Antitrust law has an economic, but also an ethical, rationale. Economically, it is intended to promote efficiency by reducing deadweight losses (Harberger costs). Ethically, it is intended to avoid the accumulation of market power that can be used to diminish the well-being of other market participants. Here, a Duke medical school faculty member alleges that Duke and UNC medical schools have entered into a non-competition pact to limit faculty salaries in the Research Triangle area, thereby diminishing the ability of faculty at the schools to earn competitive-market salaries. In effect, the claim is that Duke and UNC, through the pact, form a monopsony—a single purchaser of medical faculty labor in the Research Triangle area. >>>
LINK: Duke Professor Denied Job At UNC Brings Antitrust Lawsuit Alleging Non-Poaching Agreement Stifled Lateral Faculty Moves (by Paul Caron for TaxProf Blog)

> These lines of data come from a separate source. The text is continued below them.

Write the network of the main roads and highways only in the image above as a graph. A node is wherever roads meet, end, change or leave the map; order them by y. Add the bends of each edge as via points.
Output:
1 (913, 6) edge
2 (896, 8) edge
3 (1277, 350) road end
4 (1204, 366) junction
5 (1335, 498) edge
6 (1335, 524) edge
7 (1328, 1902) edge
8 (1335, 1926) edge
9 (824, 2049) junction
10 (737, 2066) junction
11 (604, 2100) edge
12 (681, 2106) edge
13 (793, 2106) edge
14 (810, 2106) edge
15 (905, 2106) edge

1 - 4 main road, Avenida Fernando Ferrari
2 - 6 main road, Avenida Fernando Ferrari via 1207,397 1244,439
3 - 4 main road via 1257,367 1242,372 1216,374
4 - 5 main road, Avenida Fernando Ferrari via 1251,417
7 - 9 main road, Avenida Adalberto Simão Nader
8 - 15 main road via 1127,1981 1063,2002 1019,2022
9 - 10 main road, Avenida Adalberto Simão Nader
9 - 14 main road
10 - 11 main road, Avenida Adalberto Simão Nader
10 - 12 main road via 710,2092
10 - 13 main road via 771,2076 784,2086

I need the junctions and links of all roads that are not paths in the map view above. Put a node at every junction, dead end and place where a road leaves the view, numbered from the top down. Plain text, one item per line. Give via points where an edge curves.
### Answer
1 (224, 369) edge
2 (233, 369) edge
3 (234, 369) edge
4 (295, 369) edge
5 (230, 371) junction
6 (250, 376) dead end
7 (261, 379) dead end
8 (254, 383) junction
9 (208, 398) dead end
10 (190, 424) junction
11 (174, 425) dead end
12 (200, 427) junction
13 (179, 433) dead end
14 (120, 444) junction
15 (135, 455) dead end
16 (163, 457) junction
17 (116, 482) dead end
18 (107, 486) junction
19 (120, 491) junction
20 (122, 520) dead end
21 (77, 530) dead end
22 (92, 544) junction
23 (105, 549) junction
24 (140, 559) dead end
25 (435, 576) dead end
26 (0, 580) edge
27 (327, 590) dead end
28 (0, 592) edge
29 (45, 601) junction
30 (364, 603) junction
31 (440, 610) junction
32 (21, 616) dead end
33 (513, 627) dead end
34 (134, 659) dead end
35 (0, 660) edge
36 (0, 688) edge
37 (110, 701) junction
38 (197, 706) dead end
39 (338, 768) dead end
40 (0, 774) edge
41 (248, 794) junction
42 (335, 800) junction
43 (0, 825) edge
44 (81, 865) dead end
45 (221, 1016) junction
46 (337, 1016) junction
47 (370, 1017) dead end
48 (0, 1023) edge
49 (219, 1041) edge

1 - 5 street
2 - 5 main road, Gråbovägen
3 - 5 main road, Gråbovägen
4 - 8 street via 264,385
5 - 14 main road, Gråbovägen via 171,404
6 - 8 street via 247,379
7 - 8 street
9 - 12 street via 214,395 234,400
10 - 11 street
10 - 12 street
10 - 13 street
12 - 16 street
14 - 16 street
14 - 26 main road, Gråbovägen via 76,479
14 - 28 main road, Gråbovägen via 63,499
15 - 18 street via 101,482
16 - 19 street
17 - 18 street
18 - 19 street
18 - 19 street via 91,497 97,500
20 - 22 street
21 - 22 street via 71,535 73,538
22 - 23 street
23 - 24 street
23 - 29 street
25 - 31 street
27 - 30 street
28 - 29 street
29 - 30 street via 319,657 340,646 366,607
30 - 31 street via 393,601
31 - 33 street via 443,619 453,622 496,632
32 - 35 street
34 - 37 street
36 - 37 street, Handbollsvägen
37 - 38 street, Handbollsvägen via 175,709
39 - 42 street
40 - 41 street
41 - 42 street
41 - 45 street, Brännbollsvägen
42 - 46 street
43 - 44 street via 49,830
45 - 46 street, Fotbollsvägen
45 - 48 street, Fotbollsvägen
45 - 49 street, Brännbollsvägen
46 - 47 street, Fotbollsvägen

A new antitrust lawsuit alleges much more than a neighborly understanding between Duke University and the University of North Carolina at Chapel Hill, however. The suit, brought against Duke by a medical faculty member there, rather alleges a binding no-hire agreement between the two Research Triangle institutions prevented her from getting a job at Carolina that otherwise would have been hers. The faculty member alleges there are others like her, and she’s proposed a class action.
Danielle Seaman, an assistant professor of radiology at Duke, says she’s been trying to get a job at Carolina for three years. She allegedly interviewed and was told by Carolina’s chief of cardiothoracic imaging in 2015 that her otherwise strong chance had been rejected because the respective deans of the medical schools at Carolina and Duke had a few years earlier formally agreed to not hire faculty members between institutions at the same rank, in order to control faculty salaries.